This shifted the operational centre of gravity. The effect of Israel’s air campaign was not determined by range, munitions, and aerial refuelling alone. What appears to have been decisive was the ability to disrupt Iranian defensive structures before the first visible main strike.
What Is Known About the Network Inside Iran?
The Jüdische Allgemeine refers to a Ynet report according to which Mossad did not primarily deploy Israeli special forces inside Iran, but relied on local and non-Israeli networks built up over several years. Ynet reports that Iranian civilians were recruited, trained, and later activated inside Iran. They reportedly assembled components for weapons and drones, received target instructions, and carried out tasks against military targets during the opening phase of the operation.
ProPublica reaches a similar basic assessment in an independent investigation. The report relies on current and former Israeli intelligence officials and describes Mossad as having recruited individuals from Iran and neighbouring states to attack Iranian air-defence positions and ballistic missile launchers during the opening phase. ProPublica cites approximately 70 commandos, organised in teams. This figure has not been publicly independently confirmed.

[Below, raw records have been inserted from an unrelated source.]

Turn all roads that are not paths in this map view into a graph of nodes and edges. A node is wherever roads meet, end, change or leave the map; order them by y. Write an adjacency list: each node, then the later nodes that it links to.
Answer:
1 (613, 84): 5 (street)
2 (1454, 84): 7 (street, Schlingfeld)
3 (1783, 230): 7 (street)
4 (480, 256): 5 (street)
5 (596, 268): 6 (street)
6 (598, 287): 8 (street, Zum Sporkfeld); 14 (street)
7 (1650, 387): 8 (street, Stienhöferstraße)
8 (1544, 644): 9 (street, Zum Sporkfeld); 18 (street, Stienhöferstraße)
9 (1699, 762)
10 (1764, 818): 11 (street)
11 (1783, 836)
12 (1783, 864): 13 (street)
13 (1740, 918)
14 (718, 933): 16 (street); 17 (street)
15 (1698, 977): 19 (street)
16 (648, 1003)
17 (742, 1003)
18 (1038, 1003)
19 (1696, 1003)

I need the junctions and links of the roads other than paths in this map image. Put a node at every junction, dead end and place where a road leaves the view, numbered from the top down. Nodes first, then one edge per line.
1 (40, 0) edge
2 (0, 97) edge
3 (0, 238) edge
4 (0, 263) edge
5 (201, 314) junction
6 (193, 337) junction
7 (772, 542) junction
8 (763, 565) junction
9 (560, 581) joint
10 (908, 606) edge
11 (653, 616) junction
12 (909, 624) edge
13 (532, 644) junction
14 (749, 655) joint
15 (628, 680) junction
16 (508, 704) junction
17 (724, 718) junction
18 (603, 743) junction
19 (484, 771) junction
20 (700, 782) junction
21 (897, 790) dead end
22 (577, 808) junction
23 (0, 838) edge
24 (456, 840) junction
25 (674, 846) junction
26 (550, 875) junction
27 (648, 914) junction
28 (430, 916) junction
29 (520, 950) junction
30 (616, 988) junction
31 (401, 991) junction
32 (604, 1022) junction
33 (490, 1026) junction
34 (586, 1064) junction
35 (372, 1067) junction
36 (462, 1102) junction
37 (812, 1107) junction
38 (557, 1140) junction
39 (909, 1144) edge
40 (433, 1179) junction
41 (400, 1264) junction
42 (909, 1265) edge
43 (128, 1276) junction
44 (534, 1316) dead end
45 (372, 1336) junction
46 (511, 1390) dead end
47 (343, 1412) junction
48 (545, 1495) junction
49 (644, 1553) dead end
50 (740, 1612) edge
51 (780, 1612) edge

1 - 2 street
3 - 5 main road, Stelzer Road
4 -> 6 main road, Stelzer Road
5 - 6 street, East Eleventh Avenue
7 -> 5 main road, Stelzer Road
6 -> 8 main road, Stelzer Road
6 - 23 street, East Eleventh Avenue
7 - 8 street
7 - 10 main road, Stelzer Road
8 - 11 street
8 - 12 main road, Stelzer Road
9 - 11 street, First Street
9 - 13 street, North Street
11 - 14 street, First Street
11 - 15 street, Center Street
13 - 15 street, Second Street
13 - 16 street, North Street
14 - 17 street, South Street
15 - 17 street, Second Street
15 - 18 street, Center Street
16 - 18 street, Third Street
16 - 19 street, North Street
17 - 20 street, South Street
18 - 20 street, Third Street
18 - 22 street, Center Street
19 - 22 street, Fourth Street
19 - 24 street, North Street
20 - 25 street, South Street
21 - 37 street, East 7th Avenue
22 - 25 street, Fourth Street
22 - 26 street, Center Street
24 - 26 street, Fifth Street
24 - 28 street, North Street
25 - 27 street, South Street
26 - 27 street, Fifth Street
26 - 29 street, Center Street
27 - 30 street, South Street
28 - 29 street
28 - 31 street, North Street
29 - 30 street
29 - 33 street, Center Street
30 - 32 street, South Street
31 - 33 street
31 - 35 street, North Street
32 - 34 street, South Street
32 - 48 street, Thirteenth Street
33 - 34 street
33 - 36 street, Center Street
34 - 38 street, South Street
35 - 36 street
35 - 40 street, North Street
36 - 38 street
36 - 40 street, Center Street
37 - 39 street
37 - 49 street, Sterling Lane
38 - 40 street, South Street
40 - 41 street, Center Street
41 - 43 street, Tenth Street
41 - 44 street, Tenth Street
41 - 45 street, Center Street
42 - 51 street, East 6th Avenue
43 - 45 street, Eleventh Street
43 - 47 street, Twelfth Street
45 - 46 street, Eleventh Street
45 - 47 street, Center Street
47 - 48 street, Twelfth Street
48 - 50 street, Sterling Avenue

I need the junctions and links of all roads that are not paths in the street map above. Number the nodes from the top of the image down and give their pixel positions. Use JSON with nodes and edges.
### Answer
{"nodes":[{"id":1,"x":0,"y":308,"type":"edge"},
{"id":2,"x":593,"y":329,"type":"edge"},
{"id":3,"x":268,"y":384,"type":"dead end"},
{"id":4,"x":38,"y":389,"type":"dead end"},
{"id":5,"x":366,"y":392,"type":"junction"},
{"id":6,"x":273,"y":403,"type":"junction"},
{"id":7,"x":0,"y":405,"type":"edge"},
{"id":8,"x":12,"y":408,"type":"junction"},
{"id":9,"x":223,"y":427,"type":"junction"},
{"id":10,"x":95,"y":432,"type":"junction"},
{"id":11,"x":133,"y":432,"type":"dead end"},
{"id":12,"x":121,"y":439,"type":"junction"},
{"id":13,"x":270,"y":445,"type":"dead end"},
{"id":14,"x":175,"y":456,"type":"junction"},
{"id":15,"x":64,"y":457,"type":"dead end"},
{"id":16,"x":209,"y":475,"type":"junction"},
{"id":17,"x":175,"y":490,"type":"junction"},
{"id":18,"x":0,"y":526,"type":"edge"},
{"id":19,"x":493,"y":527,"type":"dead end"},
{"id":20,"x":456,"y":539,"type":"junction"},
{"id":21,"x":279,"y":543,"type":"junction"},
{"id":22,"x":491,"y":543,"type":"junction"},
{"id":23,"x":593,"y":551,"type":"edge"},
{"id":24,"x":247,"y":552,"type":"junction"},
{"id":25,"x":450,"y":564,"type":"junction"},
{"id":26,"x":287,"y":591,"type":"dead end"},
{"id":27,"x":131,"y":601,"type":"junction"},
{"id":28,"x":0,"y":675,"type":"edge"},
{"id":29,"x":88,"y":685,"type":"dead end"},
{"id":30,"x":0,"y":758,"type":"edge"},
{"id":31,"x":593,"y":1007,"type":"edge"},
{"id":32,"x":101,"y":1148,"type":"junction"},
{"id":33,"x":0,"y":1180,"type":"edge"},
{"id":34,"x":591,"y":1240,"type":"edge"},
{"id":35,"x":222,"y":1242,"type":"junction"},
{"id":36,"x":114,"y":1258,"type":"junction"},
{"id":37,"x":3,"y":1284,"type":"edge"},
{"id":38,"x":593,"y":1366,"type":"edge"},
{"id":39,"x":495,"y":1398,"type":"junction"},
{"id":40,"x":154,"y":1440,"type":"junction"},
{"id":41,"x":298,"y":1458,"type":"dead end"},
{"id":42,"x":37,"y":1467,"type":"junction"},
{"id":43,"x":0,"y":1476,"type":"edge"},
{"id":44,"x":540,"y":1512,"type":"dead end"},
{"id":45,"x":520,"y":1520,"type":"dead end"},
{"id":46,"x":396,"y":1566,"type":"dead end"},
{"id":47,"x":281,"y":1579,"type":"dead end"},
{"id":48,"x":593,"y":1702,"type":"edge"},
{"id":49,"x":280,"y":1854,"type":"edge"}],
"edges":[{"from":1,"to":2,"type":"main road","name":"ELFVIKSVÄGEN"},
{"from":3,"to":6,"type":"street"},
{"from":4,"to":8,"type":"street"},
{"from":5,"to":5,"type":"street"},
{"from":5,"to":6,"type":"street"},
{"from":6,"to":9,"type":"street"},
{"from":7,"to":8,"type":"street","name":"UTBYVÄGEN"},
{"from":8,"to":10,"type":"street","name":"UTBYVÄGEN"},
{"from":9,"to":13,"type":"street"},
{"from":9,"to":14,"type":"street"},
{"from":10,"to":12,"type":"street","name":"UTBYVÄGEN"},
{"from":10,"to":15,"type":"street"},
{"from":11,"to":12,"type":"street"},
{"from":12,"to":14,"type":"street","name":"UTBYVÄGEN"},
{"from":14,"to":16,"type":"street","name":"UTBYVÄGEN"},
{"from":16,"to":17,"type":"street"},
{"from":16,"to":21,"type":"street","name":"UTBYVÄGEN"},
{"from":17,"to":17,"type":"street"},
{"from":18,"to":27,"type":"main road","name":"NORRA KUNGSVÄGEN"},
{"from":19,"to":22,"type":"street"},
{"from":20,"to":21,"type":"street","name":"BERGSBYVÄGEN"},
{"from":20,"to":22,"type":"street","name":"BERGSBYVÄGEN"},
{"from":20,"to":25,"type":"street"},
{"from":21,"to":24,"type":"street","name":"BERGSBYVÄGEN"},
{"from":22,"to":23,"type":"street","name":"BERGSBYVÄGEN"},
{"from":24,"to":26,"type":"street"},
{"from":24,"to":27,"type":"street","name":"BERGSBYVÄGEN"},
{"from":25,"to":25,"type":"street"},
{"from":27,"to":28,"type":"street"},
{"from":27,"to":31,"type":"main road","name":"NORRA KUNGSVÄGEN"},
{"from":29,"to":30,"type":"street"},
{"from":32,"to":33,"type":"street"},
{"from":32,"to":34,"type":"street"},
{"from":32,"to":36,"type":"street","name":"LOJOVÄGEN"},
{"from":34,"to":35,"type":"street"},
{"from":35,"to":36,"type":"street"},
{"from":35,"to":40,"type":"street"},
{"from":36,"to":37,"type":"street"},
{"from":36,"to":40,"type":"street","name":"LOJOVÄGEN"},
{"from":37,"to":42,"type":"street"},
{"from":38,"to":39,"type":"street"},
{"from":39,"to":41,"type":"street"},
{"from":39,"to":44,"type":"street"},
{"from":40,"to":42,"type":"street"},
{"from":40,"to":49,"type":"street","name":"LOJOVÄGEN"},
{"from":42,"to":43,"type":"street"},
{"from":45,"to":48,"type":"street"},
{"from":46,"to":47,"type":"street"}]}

The term “secret army” therefore describes effect rather than structure. An army has an open force structure, institutional command chains, uniforms, and formal military affiliation. What the sources describe is more accurately a covertly directed agent and sabotage network with paramilitary capability. This refers to state action by Israel through its foreign intelligence service, not to Jewish life worldwide.
Which Targets Were Central?
The known reports identify three target categories: Iranian air defence, ballistic missile infrastructure, and command structures. Operationally, this selection follows a clear logic. Air defence had to be weakened to give Israeli aircraft greater freedom of movement. Missile infrastructure had to be struck to reduce Iran’s immediate retaliatory capability. Command and communications nodes had to be disrupted to slow the reaction time and coordination of the Iranian security apparatus.
AP described the operation as a combination of airstrikes, espionage, AI-supported target selection, and armed drones smuggled into Iran. The operational purpose was therefore to neutralise or degrade Iranian air-defence and missile capabilities at an early stage.
CSIS classified “Rising Lion” as an example of integrated warfare: covert operations, drones, airstrikes, and data-based targeting did not operate sequentially, but as a single attack system. For military assessment, this point is central. Mossad apparently did not operate separately alongside the air force, but as part of a prepared joint intelligence-strike architecture.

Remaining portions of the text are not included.